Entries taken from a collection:

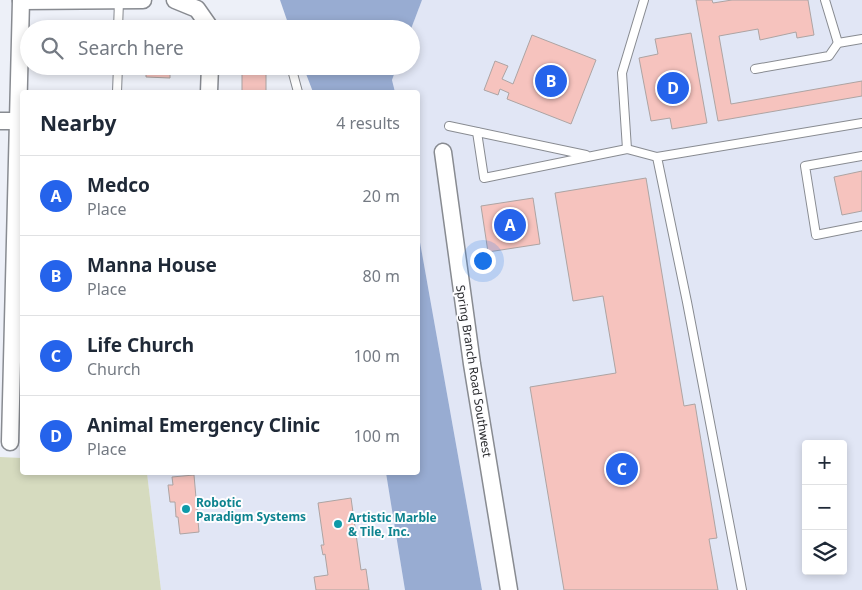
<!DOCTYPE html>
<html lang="en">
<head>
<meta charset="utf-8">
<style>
  :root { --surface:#fff; --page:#f6f6f7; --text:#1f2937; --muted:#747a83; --line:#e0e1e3; --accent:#2563eb }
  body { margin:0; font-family:"Noto Sans",sans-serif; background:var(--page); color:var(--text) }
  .controls { position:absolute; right:15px; bottom:15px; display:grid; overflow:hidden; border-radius:5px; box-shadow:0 2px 8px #0003 }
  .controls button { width:45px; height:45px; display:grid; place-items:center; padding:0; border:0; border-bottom:1px solid var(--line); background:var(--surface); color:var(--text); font:25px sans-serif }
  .you { position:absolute; left:482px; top:260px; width:18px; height:18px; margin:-12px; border:4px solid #fff; border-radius:50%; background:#1a73e8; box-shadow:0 0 0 8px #1a73e833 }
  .badge { display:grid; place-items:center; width:32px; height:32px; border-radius:50%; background:var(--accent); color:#fff; font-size:16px; font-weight:700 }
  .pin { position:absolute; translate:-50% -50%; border:2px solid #fff; box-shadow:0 1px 5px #0006 }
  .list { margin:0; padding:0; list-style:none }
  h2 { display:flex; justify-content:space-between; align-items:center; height:65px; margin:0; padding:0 20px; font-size:21px }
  h2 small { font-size:16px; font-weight:400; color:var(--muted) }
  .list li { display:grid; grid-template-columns:32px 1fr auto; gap:15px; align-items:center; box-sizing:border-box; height:80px; padding:0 20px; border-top:1px solid var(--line) }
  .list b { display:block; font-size:19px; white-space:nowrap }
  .list p { margin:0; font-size:16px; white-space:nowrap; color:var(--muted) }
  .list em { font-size:16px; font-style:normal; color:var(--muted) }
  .icon { flex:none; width:28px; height:28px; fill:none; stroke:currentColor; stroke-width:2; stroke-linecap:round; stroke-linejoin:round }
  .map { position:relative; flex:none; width:862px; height:590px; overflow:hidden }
  .search { position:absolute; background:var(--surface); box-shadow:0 2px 8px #0003; left:20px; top:20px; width:400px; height:55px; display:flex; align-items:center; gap:12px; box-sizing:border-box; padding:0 18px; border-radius:28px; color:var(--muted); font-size:19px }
  .panel { position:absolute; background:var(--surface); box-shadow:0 2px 8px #0003; left:20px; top:90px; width:400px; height:385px; border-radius:5px }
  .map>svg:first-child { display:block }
  .built { fill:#e1e6f5; fill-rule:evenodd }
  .green { fill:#d6dbbf }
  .water { fill:#98acd2 }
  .building { fill:#f6c3be; stroke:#ada4a3 }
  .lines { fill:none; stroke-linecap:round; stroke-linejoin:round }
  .lane-casing { stroke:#888b91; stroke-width:10 }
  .street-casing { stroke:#888b91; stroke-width:19 }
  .lane { stroke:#fff; stroke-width:8 }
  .street { stroke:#fff; stroke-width:16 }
  .culture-dot { fill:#0f9aa8; stroke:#fdfdff; stroke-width:2 }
  .labels { text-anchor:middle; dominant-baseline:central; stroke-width:4; stroke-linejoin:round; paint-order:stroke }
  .street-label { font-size:12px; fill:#292a2d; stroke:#fdfdff }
  .culture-label { font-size:12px; font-weight:bold; fill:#0d838f; stroke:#fdfdff; text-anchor:start }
</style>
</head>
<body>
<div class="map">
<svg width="862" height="590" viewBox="0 0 862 590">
  <rect width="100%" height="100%" fill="#edf0f8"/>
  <g class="built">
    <path d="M422 0H862V590H482L418 231V92H395L392 80 397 66H411V29ZM806 444H843V571H806Z"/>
    <polygon points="147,473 386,473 405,590 161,590"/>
  </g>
  <polygon class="green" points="0,457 22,458 22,472 147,473 161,590 0,590"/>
  <g class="water">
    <polygon points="280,0 422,0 411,29 290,29"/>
    <polygon points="303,66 397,66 392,80 395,92 313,92"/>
    <polygon points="418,231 482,590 405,590 386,473 418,472"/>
  </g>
  <g class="building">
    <polygon points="696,0 712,0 713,3 732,0 808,0 814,35 797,38 796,32 760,40 758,29 719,36 731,104 862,81 862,96 718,121"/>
    <polygon points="691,33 707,123 672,129 670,118 651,121 639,58 658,54 655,39"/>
    <polygon points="532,35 596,60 571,124 507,99 509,93 500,89 498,95 484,90 495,61 508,66 502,79 513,84"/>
    <polygon points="146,66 170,66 170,78 146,77"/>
    <rect x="242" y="66" width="24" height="26"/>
    <polygon points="862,171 862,211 842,215 834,177"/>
    <polygon points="646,178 684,406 695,404 717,538 709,539 718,590 564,590 530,387 616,373 603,296 573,301 555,193"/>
    <polygon points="533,198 540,244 488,252 481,206"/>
    <polygon points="194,475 199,532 180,534 178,517 176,517 175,502 170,502 168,485 173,485 172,477"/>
    <polygon points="351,498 361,570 366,569 369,590 316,590 314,577 328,575 325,554 323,555 321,545 324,545 318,503"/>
  </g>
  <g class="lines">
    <defs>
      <g id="lane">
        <polyline points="825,0 838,43"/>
        <polyline points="118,29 119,1"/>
        <polyline points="291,66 298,92"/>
        <polyline points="755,69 829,56 838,43 862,39"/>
        <polyline points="117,92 118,66"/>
        <polyline points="449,126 586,155"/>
        <polyline points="477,132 484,178 627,149 657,157"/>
        <polyline points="627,149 622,73 644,0"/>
        <polyline points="862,156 805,166 816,235 862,226"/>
        <polyline points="742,590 687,302 657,157 862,123"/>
      </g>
      <g id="street">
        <polyline points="175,0 197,9 211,29"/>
        <polyline points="21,1 143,0"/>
        <polyline points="209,92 210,66"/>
        <polyline points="0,121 18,121"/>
        <polyline points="443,152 472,364 509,590"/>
        <polyline points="10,442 21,0"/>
      </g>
    </defs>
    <use href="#lane" class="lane-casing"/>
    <use href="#street" class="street-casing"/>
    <use href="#lane" class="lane"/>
    <use href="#street" class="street"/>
  </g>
  <g class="culture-dot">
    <circle cx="186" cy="509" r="5"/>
    <circle cx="338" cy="524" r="5"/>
  </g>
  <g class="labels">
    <g class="street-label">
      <text transform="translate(474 371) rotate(81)">Spring Branch Road Southwest</text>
    </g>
    <g class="culture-label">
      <text x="196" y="502">Robotic<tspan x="196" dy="14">Paradigm Systems</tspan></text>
      <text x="348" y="517">Artistic Marble<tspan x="348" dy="14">&amp; Tile, Inc.</tspan></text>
    </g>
  </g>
</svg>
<div class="controls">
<button>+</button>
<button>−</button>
<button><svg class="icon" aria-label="layers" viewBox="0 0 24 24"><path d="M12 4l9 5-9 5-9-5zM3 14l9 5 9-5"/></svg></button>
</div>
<div class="you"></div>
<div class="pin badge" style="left:510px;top:225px">A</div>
<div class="pin badge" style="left:551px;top:81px">B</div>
<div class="pin badge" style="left:622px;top:469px">C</div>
<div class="pin badge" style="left:673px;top:88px">D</div>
<div class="search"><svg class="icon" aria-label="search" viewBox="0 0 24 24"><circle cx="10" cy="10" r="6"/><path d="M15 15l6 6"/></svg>Search here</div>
<section class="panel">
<h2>Nearby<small>4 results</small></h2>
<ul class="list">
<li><span class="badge">A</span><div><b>Medco</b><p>Place</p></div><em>20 m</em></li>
<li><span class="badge">B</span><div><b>Manna House</b><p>Place</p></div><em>80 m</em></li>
<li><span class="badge">C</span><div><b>Life Church</b><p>Church</p></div><em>100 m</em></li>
<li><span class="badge">D</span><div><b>Animal Emergency Clinic</b><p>Place</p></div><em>100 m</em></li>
</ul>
</section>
</div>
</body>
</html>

» Exercise
Give back exactly the lines from the one that contains "<button>+</button>" to the end of the data above, both of those lines included.

» Task solution
<button>+</button>
<button>−</button>
<button><svg class="icon" aria-label="layers" viewBox="0 0 24 24"><path d="M12 4l9 5-9 5-9-5zM3 14l9 5 9-5"/></svg></button>
</div>
<div class="you"></div>
<div class="pin badge" style="left:510px;top:225px">A</div>
<div class="pin badge" style="left:551px;top:81px">B</div>
<div class="pin badge" style="left:622px;top:469px">C</div>
<div class="pin badge" style="left:673px;top:88px">D</div>
<div class="search"><svg class="icon" aria-label="search" viewBox="0 0 24 24"><circle cx="10" cy="10" r="6"/><path d="M15 15l6 6"/></svg>Search here</div>
<section class="panel">
<h2>Nearby<small>4 results</small></h2>
<ul class="list">
<li><span class="badge">A</span><div><b>Medco</b><p>Place</p></div><em>20 m</em></li>
<li><span class="badge">B</span><div><b>Manna House</b><p>Place</p></div><em>80 m</em></li>
<li><span class="badge">C</span><div><b>Life Church</b><p>Church</p></div><em>100 m</em></li>
<li><span class="badge">D</span><div><b>Animal Emergency Clinic</b><p>Place</p></div><em>100 m</em></li>
</ul>
</section>
</div>
</body>
</html>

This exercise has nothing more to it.